_WHAT NEEDS TO BE DONE_: Select, from the material below, each line with "fillStyle" in it.

_SUPPLIED INFORMATION_:
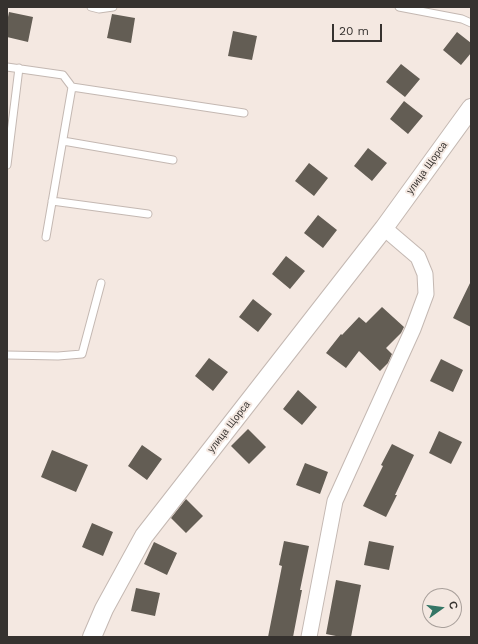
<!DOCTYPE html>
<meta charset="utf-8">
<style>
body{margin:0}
#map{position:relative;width:478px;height:644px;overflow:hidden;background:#f4e8e1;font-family:"Work Sans",sans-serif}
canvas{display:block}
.frame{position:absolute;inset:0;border:8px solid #36322f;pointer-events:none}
.north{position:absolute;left:422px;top:588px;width:40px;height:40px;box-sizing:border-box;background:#f4e8e1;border:1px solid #a89f9a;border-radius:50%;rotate:76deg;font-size:11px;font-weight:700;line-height:16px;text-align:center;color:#36322f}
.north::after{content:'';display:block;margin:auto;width:14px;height:18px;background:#357666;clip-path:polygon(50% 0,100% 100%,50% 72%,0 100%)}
.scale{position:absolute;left:332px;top:24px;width:50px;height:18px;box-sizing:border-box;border:2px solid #36322f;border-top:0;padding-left:5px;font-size:12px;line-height:14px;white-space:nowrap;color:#36322f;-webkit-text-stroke:3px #f4e8e1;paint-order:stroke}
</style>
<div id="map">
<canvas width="478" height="644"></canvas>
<div class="frame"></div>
<div class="north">С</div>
<div class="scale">20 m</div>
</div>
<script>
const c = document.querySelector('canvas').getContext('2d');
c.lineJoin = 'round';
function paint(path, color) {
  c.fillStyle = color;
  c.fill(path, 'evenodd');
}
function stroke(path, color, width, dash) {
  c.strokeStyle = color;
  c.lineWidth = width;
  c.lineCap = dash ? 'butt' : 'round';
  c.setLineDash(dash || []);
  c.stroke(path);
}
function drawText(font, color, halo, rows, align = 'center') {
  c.font = font + ' "Work Sans",sans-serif';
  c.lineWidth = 4;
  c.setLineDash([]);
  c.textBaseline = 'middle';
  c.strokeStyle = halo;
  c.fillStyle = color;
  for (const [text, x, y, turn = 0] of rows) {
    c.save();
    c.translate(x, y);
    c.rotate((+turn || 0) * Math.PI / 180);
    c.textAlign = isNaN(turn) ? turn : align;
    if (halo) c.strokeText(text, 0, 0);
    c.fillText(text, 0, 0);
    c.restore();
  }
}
const building = new Path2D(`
 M9,12L33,17L28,42L7,37V22Z
 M112,14L135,18L131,43L107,38Z
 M233,31L257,36L252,60L228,56Z
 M457,32L471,43V53L461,65L443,50Z
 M401,64L420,79L405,97L386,82Z
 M404,101L423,116L408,134L390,119Z
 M368,148L387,163L372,181L354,166Z
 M309,163L328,178L314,196L295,181Z
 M318,215L337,230L323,248L304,233Z
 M286,256L305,271L290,289L272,274Z
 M471,281V327L453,318Z
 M253,299L272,314L258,332L239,317Z
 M382,307L404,327L401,333L386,348L392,354L388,363L380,371L359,351L346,368L326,353L341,334L342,335L359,317L366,323Z
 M209,358L228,372L213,391L195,376Z
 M441,359L463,370L453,392L430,381Z
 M298,390L317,407L302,425L283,409Z
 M248,429L266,447L249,464L231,446Z
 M439,431L462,442L451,464L429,453Z
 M392,444L414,455L395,495H397L386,517L363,506L383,466L381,465Z
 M142,445L162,459L147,480L128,466Z
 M52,450L88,465L76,492L41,477Z
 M305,463L328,472L320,494L296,485Z
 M186,499L203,516L186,533L171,518Z
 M92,523L113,532L103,556L82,547Z
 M284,541L309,546L300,590H302L293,637H268L282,566L279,565Z
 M369,541L394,546L389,570L364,565Z
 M154,542L177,553L167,575L144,564Z
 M336,580L361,585L351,637H341L326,634Z
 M136,588L160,593L155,616L131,611Z`);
const service = new Path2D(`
 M91,7L99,9L113,7
 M399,7L462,19L471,23
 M7,67L63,75L72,87L244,113
 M63,141L173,160
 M7,165L19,68
 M52,201L148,214
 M46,237L72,87
 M7,355L58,356L82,354L101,283`);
const minor = new Path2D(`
 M309,637L335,501L413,329L426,294L425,274L418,257L384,228`);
const tertiary = new Path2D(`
 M92,637L104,609L144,536L384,228L471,108`);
const streetNames = [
 ["улица Щорса",427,168,-54],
 ["улица Щорса",229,427,-52]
];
paint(building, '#635d54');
stroke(service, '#c4b8b2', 9);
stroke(minor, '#c4b8b2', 17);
stroke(tertiary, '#c4b8b2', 20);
stroke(service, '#fff', 7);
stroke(minor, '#fff', 15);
stroke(tertiary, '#fff', 18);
drawText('10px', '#36322f', '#f4e8e1', streetNames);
</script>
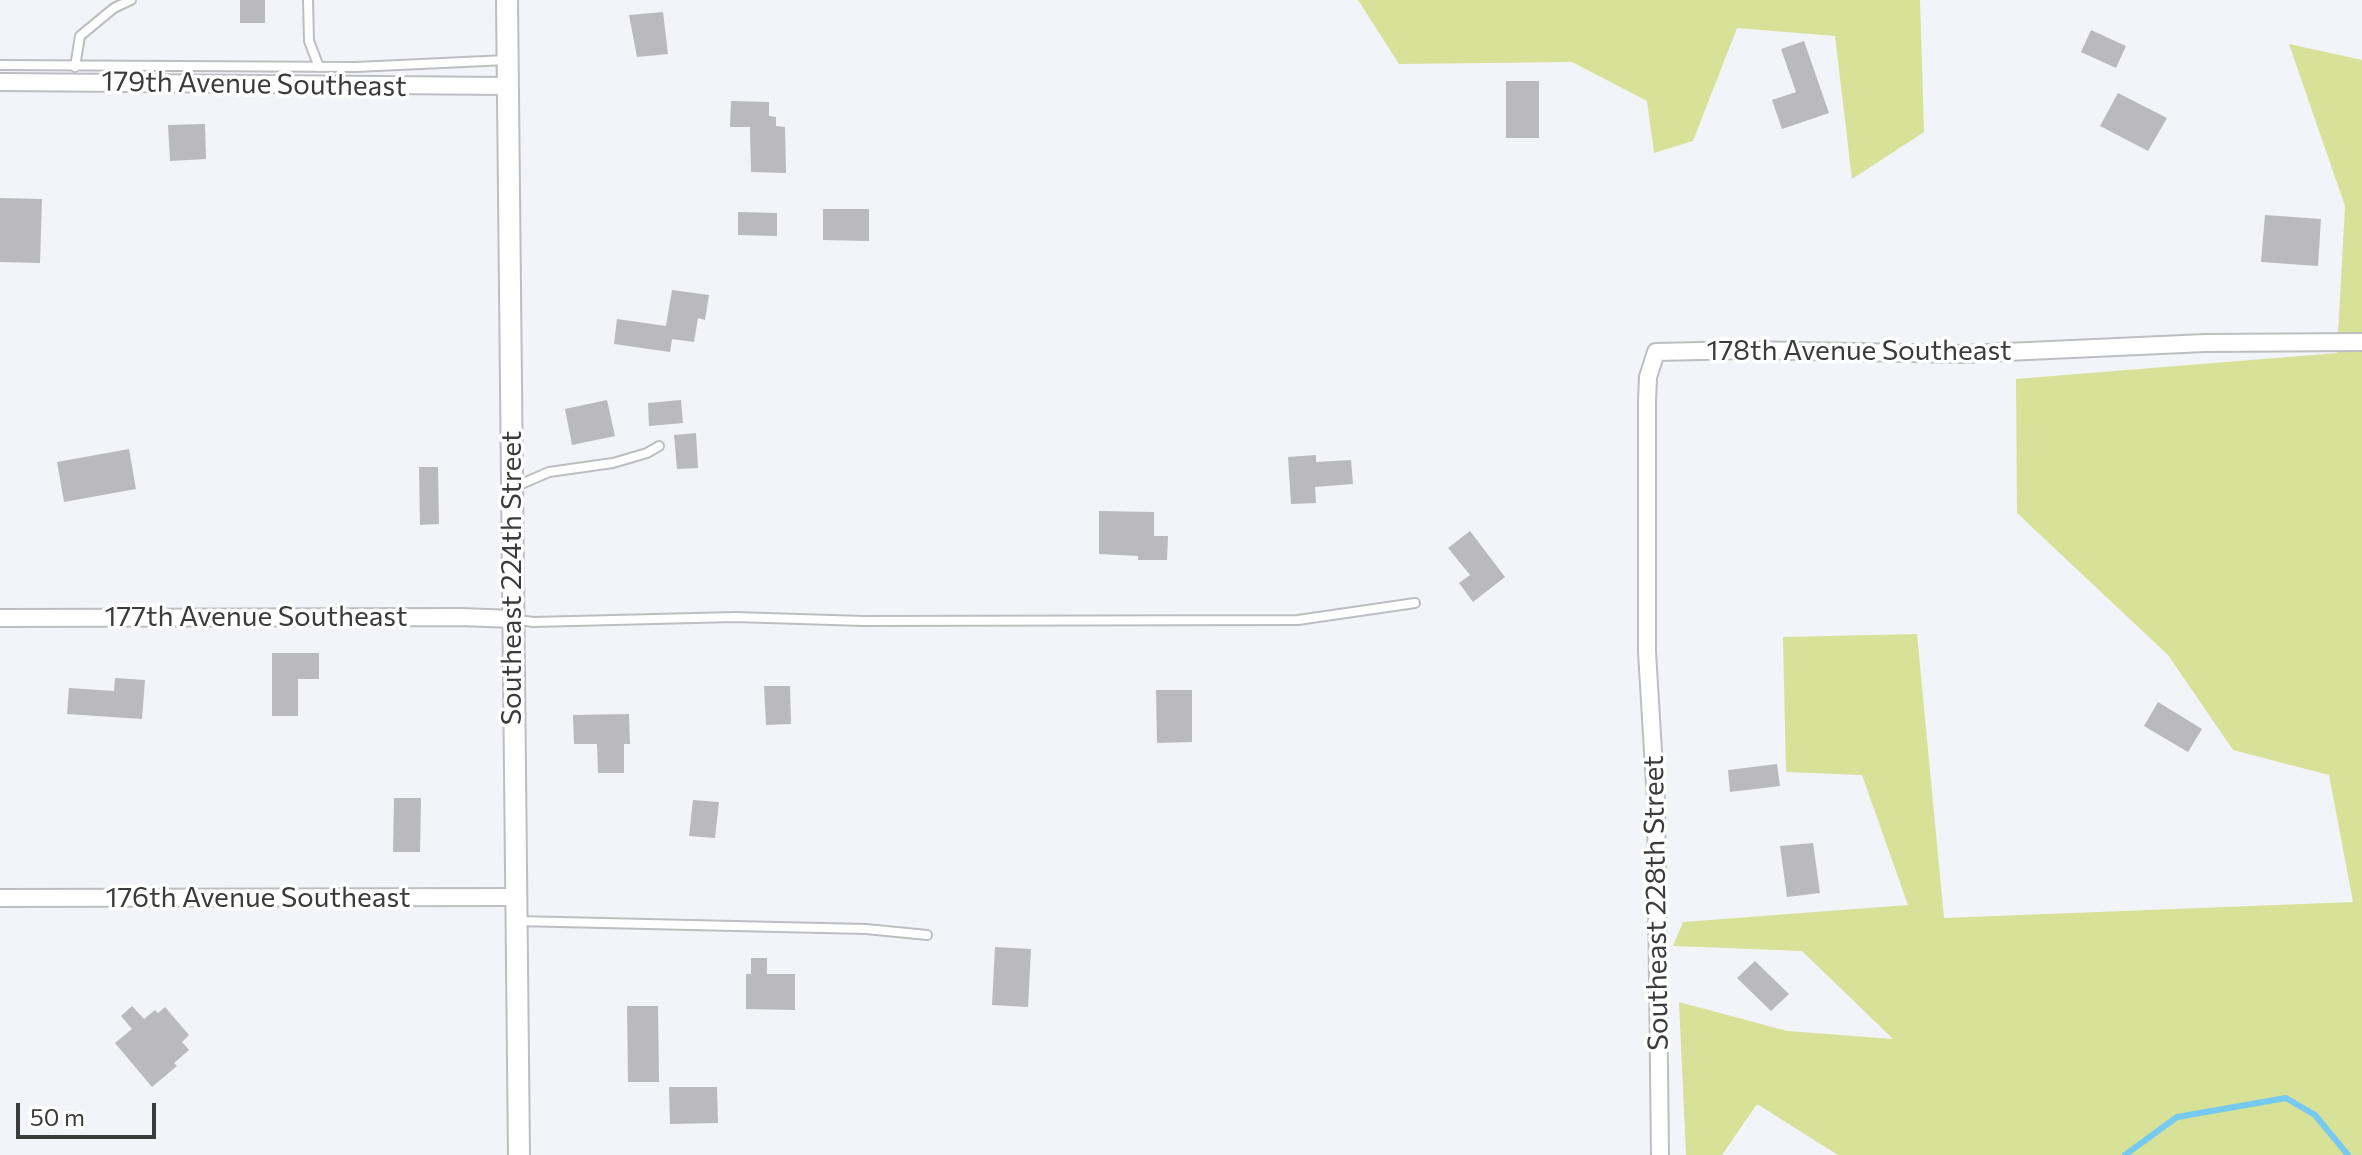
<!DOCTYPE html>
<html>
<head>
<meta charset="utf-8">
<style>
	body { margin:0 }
	#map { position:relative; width:2362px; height:1155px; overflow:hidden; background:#f3f4f9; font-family:Commissioner,sans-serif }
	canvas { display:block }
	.scale { position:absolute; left:16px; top:1103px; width:140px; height:36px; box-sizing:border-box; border:4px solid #3b3b3d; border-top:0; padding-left:10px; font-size:24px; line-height:28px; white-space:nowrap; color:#3b3b3d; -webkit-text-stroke:6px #fff; paint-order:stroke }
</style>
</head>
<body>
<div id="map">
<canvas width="2362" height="1155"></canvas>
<div class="scale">50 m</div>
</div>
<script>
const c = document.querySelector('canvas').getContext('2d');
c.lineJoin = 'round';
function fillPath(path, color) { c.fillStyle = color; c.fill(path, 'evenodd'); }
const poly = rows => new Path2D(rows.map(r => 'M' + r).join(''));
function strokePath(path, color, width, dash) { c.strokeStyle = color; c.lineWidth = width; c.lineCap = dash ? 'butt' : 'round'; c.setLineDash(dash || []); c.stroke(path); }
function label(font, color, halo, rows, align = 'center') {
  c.font = font + ' Commissioner,sans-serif'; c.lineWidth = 7; c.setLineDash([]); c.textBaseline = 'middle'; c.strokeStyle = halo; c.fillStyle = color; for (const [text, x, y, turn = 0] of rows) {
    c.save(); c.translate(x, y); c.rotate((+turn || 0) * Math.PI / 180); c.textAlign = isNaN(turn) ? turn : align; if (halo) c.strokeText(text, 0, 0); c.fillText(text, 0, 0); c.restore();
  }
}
fillPath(poly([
	[1358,0,1920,0,1924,132,1852,179,1835,36,1737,28,1693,141,1654,153,1647,101,1572,62,1399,64],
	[2289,44,2362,60,2362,1155,1838,1155,1757,1104,1722,1155,1686,1155,1679,1002,1787,1031,1893,1039,1802,951,1673,946,1683,922,1908,905,1862,775,1786,772,1783,637,1917,634,1944,918,2353,902,2329,775,2233,750,2168,655,2017,513,2016,379,2337,353,2345,206]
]), '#d7e198');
strokePath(poly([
	[2125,1155,2177,1117,2286,1098,2315,1115,2348,1155]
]), '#76c9f0', 6);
fillPath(poly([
	[240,0,265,0,265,23,240,23],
	[663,12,668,54,637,57,629,15],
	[2091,30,2126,46,2116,68,2081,52],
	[1804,41,1829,113,1782,129,1772,100,1796,92,1781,49],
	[1506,81,1539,81,1539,138,1506,138],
	[2118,93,2167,118,2148,151,2100,126],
	[731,101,769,102,769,116,776,117,776,126,785,127,786,173,751,172,750,127,730,127],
	[205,124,206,159,170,161,168,125],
	[0,198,42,199,40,263,0,262],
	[823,209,869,209,869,241,823,240],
	[738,212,777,213,777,236,738,235],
	[2265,215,2321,219,2318,266,2261,262],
	[672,290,709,295,705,320,698,318,694,342,672,339,670,352,614,344,617,319,666,326],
	[607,400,615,436,572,445,565,409],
	[681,400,683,423,649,426,648,403],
	[696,433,698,468,677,469,674,435],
	[129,449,136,489,64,502,57,462],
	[1316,455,1316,462,1351,460,1353,484,1315,487,1316,503,1291,504,1288,457],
	[419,467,438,467,439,524,420,525],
	[1099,511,1154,512,1154,536,1168,536,1167,560,1138,560,1138,556,1099,554],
	[1470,531,1505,577,1473,602,1459,583,1470,575,1448,548],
	[272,653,319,653,319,679,298,679,298,716,272,716],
	[115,678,145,680,142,719,67,714,69,688,114,691],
	[764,686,790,686,791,724,766,725],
	[1156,690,1192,690,1192,742,1157,743],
	[2158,702,2202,729,2188,752,2144,726],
	[629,714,630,744,624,744,624,773,598,773,597,744,574,744,573,715],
	[1777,764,1780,786,1730,792,1728,770],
	[394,798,421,798,420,852,393,852],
	[693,800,719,802,715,838,689,836],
	[1813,843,1820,893,1787,897,1780,846],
	[995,947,1031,949,1028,1007,992,1005],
	[751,958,767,958,767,974,795,974,795,1010,746,1009,746,974,751,974],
	[1755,961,1789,994,1771,1011,1737,978],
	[132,1006,144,1019,155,1010,158,1013,165,1007,189,1035,182,1042,189,1050,174,1063,177,1066,152,1087,115,1043,132,1029,121,1016],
	[627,1006,658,1006,659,1082,628,1082],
	[669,1087,717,1087,718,1123,670,1124]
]), '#b9b9be');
const service = poly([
	[308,0,309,41,319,67],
	[0,65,356,67,507,60],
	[75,67,80,36,114,8,131,0],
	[512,488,549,472,613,463,647,453,659,446],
	[513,619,533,622,735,617,864,621,1298,620,1415,603],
	[516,921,866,929,927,935]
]);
const minor = poly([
	[0,82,508,86],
	[0,618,461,617,513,619],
	[0,898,515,897],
	[1660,1155,1656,801,1647,652,1647,401,1648,377,1656,352,1746,350,1962,354,2205,343,2362,342]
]);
const tertiary = poly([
	[507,0,519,1155]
]);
strokePath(service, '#bdbec2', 12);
strokePath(minor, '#bdbec2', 20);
strokePath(tertiary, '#bdbec2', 24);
strokePath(service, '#fff', 8);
strokePath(minor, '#fff', 16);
strokePath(tertiary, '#fff', 20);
label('28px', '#3b3b3d', '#fff', [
	["179th Avenue Southeast",254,84,1],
	["178th Avenue Southeast",1859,351],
	["Southeast 224th Street",512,578,-90],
	["177th Avenue Southeast",256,617],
	["176th Avenue Southeast",258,898],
	["Southeast 228th Street",1656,903,-91]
]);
</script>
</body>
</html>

_OUTPUT_:
  c.fillStyle = color;
  c.fillStyle = color;
function fillPath(path, color) { c.fillStyle = color; c.fill(path, 'evenodd'); }
  c.font = font + ' Commissioner,sans-serif'; c.lineWidth = 7; c.setLineDash([]); c.textBaseline = 'middle'; c.strokeStyle = halo; c.fillStyle = color; for (const [text, x, y, turn = 0] of rows) {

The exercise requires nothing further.